Those lines of the data that hold the word "Hill" are to be copied out.

=== Section Start ===

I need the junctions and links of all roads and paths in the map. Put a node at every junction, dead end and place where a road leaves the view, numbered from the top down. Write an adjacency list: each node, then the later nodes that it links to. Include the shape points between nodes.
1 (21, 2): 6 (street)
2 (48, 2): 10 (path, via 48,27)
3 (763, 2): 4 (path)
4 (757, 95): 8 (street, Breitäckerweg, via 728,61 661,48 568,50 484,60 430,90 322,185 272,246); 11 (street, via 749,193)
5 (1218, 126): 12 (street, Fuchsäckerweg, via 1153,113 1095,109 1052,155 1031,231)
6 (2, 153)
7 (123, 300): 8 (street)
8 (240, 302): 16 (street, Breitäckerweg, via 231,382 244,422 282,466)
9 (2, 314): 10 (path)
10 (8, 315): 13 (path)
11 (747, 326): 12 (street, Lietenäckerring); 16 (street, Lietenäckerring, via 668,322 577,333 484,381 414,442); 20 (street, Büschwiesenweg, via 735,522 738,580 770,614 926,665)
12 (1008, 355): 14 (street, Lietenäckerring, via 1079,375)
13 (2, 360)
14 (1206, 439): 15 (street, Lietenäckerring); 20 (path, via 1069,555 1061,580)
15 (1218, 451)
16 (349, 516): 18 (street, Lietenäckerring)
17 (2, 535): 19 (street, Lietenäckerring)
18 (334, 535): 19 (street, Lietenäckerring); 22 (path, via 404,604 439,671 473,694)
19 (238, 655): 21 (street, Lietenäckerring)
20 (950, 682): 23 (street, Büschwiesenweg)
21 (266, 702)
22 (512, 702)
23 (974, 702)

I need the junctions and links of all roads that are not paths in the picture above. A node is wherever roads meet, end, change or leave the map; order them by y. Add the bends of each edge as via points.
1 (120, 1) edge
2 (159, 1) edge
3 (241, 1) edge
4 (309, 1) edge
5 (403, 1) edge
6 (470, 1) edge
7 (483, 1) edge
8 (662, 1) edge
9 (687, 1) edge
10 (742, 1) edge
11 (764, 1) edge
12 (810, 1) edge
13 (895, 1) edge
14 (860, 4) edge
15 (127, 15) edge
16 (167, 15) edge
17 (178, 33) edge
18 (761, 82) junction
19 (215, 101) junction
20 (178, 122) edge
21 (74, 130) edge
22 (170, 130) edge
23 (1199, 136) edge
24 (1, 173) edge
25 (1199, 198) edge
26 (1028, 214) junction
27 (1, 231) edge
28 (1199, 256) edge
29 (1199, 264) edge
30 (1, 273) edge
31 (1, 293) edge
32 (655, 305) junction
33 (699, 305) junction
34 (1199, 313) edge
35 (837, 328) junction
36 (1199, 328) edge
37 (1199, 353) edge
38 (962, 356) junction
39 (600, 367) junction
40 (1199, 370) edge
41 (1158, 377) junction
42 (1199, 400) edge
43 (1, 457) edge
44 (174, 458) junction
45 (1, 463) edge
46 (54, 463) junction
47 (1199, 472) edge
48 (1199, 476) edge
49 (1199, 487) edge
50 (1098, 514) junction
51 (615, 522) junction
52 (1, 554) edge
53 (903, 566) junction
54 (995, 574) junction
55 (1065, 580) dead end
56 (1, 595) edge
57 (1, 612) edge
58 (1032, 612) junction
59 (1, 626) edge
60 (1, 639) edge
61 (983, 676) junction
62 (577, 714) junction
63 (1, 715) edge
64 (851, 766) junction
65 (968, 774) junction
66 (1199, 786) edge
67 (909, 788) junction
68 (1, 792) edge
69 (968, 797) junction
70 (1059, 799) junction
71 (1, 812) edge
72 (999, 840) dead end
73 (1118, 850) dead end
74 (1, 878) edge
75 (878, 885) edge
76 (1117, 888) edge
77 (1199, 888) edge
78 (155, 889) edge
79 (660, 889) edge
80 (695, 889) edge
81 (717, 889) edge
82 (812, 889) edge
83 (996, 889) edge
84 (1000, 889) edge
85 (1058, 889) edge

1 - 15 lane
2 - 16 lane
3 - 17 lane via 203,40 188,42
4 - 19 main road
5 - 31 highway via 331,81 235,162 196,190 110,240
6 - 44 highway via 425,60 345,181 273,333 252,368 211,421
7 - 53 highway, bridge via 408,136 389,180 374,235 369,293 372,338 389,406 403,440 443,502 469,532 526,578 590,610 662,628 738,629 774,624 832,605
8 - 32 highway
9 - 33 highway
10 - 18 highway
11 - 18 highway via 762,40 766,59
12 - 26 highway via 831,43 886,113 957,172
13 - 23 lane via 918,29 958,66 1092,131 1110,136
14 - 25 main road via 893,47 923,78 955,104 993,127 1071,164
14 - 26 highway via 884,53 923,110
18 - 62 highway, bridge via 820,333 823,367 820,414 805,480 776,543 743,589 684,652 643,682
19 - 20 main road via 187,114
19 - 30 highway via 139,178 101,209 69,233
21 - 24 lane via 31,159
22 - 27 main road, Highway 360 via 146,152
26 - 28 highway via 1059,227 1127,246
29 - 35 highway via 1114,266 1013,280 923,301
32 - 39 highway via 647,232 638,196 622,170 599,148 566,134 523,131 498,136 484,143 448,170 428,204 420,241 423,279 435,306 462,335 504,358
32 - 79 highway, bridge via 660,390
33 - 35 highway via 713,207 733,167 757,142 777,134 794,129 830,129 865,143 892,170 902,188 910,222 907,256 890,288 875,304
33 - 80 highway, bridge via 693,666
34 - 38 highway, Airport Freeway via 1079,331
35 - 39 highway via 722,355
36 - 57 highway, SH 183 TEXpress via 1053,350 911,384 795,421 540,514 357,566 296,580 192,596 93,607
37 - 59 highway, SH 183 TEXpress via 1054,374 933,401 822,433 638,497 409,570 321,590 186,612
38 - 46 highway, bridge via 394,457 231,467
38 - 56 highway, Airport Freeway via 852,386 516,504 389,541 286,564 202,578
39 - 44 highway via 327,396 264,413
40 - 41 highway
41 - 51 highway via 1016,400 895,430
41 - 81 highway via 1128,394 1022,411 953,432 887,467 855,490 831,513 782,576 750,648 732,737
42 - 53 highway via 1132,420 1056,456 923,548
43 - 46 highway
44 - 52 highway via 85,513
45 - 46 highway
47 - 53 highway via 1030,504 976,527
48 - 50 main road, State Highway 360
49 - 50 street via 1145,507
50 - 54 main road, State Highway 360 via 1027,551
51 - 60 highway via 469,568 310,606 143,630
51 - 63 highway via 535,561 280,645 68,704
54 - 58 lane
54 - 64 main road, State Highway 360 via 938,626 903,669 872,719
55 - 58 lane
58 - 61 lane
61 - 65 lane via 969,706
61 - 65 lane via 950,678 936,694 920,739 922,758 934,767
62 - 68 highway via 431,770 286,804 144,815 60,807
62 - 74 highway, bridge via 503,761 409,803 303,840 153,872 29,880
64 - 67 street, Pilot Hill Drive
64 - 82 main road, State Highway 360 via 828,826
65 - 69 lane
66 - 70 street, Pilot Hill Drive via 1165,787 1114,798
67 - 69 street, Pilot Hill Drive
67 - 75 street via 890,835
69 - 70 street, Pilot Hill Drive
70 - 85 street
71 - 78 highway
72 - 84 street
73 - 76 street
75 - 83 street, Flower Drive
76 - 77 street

=== Section End ===

# ANSWER TO THIS TASK
64 - 67 street, Pilot Hill Drive
66 - 70 street, Pilot Hill Drive via 1165,787 1114,798
67 - 69 street, Pilot Hill Drive
69 - 70 street, Pilot Hill Drive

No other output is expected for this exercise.